The data:
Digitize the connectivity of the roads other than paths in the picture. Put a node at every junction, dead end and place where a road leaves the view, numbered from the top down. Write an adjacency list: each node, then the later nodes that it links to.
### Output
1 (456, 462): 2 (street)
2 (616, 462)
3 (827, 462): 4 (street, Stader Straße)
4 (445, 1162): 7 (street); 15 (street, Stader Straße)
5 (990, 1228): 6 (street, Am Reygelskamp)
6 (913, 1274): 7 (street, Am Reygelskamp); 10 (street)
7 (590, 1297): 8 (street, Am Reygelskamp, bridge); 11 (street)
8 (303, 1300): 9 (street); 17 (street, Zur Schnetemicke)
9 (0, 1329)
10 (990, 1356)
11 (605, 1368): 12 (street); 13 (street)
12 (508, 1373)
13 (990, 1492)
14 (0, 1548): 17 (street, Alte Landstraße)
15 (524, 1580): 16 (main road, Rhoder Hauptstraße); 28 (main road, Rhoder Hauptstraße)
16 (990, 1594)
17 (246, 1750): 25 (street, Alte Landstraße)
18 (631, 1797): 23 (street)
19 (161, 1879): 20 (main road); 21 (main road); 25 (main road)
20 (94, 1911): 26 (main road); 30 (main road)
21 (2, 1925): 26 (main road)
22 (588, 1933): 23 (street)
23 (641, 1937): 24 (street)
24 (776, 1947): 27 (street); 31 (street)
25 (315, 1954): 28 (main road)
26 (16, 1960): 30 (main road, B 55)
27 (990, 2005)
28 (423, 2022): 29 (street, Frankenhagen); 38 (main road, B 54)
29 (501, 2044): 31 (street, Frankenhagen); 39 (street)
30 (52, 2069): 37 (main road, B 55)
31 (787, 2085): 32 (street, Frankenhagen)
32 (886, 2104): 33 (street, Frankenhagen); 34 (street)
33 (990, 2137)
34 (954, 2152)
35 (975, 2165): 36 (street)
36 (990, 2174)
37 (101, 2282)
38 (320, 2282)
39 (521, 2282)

Task objective:
Search the records line by line for the word "Frankenhagen" and copy every line where it appears.

Final answer:
28 (423, 2022): 29 (street, Frankenhagen); 38 (main road, B 54)
29 (501, 2044): 31 (street, Frankenhagen); 39 (street)
31 (787, 2085): 32 (street, Frankenhagen)
32 (886, 2104): 33 (street, Frankenhagen); 34 (street)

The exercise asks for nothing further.